Exercise objective: Each line of the listing below that includes "sans" must be copied.

Material shown:
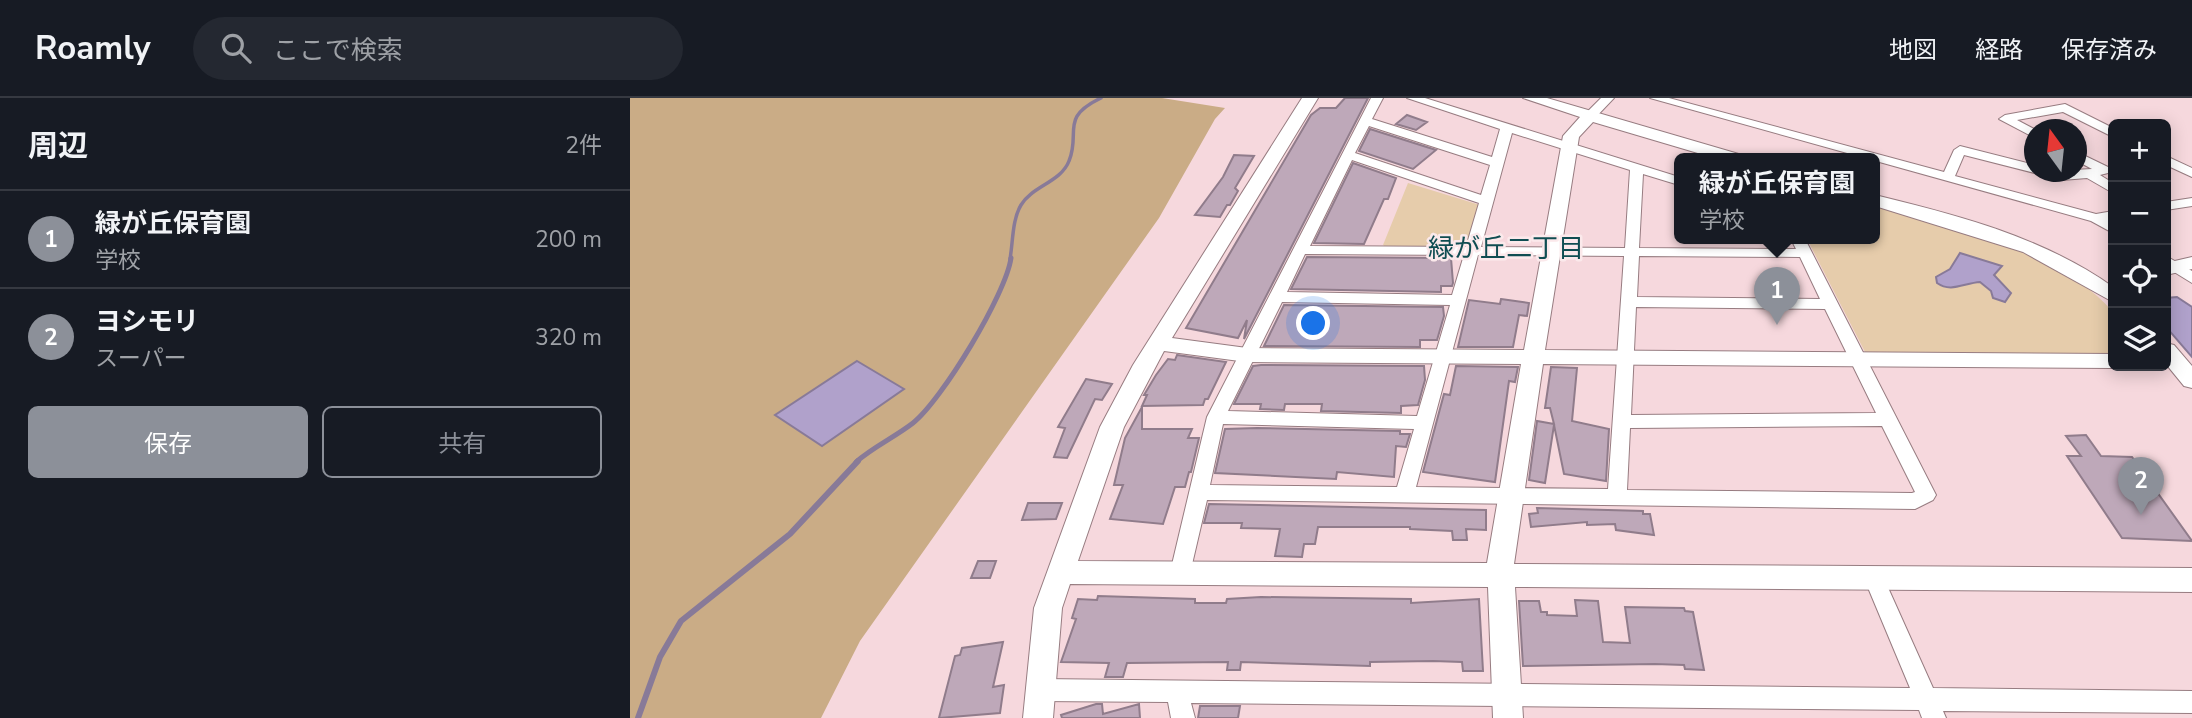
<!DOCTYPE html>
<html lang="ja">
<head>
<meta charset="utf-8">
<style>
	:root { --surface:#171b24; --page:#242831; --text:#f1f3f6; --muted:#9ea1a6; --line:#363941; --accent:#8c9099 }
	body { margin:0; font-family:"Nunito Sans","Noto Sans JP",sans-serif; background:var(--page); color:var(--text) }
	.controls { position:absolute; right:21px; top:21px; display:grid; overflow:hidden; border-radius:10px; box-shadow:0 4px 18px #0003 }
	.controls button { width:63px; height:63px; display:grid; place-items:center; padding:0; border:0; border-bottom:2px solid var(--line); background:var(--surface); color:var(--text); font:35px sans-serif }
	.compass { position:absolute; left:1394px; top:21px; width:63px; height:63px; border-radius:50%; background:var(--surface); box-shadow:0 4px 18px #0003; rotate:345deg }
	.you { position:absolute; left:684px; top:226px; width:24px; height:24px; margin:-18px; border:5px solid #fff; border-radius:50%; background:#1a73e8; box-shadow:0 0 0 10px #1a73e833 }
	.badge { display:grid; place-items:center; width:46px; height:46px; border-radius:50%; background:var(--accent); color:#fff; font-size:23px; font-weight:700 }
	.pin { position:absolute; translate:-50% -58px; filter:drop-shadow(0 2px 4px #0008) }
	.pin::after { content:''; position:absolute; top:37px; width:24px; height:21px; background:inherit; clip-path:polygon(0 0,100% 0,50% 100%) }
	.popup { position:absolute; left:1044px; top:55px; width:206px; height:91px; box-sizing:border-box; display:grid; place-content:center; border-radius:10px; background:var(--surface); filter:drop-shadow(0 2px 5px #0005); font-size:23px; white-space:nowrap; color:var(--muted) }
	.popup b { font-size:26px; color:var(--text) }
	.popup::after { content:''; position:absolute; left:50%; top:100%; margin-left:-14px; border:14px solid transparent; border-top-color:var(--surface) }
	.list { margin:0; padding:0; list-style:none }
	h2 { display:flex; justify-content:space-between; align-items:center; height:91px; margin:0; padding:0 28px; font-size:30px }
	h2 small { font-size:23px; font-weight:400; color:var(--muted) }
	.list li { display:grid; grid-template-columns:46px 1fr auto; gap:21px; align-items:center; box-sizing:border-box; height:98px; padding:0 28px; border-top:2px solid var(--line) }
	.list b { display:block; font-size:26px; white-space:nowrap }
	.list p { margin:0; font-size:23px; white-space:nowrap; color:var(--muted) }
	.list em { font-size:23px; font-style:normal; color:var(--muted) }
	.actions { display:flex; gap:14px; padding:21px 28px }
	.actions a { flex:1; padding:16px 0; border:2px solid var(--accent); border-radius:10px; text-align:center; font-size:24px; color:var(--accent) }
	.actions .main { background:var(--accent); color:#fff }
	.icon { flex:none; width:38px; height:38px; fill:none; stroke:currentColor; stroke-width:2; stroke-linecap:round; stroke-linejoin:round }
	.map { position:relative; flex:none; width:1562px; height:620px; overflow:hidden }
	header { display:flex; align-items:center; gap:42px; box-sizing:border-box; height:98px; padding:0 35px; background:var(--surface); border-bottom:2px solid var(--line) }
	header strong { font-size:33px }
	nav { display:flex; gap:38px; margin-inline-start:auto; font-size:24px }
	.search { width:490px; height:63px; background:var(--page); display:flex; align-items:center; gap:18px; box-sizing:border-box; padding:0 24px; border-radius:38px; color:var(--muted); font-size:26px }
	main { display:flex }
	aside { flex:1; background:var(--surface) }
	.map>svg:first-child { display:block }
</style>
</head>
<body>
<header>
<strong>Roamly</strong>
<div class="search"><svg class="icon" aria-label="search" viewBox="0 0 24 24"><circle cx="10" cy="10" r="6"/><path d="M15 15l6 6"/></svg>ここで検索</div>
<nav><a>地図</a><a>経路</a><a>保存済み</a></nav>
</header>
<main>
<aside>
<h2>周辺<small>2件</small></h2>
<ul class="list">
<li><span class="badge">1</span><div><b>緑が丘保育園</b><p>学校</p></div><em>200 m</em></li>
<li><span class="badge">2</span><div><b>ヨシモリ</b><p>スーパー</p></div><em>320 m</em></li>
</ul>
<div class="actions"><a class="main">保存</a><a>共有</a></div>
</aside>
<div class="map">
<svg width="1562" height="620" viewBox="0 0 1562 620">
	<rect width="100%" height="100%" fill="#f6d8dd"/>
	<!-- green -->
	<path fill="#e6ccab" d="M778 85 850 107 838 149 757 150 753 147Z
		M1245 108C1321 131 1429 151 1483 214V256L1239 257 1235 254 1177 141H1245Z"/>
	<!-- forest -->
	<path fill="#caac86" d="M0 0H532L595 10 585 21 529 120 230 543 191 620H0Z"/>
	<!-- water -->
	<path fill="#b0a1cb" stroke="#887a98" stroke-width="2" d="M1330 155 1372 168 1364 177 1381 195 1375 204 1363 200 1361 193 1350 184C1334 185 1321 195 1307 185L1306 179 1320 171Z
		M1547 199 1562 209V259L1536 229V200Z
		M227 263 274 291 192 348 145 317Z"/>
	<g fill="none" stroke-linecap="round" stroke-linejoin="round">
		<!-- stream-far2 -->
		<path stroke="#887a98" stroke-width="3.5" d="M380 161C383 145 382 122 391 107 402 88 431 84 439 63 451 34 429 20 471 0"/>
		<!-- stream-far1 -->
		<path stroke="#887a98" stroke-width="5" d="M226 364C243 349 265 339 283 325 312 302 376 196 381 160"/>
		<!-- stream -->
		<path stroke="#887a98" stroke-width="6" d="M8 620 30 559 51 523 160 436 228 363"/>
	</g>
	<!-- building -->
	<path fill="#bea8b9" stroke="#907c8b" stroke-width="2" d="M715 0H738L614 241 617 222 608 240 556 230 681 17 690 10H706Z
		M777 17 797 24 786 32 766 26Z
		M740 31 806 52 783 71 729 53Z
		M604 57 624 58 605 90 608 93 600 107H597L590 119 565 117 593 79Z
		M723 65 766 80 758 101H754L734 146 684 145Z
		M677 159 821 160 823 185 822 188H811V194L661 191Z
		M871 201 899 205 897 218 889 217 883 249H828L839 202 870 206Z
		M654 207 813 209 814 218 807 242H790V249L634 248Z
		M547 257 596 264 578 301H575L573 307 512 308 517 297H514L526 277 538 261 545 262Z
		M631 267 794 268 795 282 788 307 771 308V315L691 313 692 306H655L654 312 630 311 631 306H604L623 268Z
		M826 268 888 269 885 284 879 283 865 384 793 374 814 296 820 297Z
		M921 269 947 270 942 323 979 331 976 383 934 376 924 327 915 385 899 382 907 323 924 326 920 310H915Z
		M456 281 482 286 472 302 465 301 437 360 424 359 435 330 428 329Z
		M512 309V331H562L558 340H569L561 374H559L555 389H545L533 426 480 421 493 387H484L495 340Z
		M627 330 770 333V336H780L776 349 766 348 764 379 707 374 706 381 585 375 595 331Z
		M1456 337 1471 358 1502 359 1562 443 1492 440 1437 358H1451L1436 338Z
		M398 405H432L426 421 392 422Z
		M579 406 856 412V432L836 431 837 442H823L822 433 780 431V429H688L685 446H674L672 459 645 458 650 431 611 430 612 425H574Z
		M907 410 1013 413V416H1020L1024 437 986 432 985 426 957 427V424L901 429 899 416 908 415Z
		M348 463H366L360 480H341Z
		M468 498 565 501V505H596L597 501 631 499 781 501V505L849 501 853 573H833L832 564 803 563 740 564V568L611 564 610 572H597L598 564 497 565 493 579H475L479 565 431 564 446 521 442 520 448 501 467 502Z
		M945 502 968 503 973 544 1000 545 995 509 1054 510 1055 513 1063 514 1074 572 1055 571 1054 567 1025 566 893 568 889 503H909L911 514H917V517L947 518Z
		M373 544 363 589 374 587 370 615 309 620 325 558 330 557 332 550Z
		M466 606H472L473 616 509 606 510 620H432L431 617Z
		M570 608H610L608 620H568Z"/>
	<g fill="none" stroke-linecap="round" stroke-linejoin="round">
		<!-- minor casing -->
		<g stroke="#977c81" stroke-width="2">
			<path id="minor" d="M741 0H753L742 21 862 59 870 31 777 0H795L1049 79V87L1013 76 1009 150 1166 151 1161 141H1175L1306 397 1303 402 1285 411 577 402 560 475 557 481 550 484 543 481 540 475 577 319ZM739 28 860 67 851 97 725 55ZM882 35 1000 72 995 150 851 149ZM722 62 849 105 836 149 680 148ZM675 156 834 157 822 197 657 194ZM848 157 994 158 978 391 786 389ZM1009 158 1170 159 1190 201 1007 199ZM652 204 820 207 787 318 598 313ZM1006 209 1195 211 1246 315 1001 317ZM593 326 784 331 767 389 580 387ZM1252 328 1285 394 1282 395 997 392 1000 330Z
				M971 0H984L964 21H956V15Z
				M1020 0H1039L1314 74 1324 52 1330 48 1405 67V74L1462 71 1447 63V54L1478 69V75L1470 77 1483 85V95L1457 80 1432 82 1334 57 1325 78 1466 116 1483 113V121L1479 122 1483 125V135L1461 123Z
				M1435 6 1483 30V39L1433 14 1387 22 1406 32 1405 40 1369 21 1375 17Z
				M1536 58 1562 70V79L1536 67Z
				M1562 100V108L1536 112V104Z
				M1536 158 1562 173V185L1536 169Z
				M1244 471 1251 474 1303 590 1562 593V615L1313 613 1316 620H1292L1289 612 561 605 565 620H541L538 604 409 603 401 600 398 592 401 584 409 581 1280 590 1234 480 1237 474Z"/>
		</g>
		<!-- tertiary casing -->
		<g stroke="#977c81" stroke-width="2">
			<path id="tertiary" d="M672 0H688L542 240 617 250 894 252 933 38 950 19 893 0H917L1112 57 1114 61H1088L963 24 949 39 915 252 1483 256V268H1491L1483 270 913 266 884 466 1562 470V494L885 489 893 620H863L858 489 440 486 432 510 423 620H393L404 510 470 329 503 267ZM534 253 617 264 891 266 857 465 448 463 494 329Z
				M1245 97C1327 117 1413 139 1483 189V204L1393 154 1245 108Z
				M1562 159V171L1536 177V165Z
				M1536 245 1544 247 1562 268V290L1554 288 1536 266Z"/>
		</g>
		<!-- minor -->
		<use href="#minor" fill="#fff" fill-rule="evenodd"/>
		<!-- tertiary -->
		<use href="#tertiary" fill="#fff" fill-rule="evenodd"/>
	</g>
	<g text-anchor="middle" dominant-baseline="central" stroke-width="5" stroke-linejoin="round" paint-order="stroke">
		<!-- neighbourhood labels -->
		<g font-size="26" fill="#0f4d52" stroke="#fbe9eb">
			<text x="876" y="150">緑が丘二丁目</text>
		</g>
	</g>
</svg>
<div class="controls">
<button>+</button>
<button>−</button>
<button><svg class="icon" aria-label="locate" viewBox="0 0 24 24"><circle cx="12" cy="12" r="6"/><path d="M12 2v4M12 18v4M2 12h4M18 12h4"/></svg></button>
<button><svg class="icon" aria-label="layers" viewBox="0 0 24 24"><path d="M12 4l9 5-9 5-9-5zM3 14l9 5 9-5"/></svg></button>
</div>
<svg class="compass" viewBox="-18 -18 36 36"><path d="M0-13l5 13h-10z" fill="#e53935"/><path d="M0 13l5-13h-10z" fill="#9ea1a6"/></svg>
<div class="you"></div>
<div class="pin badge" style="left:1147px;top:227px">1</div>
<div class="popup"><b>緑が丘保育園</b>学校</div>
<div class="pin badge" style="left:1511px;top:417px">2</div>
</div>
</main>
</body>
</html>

Result for this task:
	body { margin:0; font-family:"Nunito Sans","Noto Sans JP",sans-serif; background:var(--page); color:var(--text) }
	.controls button { width:63px; height:63px; display:grid; place-items:center; padding:0; border:0; border-bottom:2px solid var(--line); background:var(--surface); color:var(--text); font:35px sans-serif }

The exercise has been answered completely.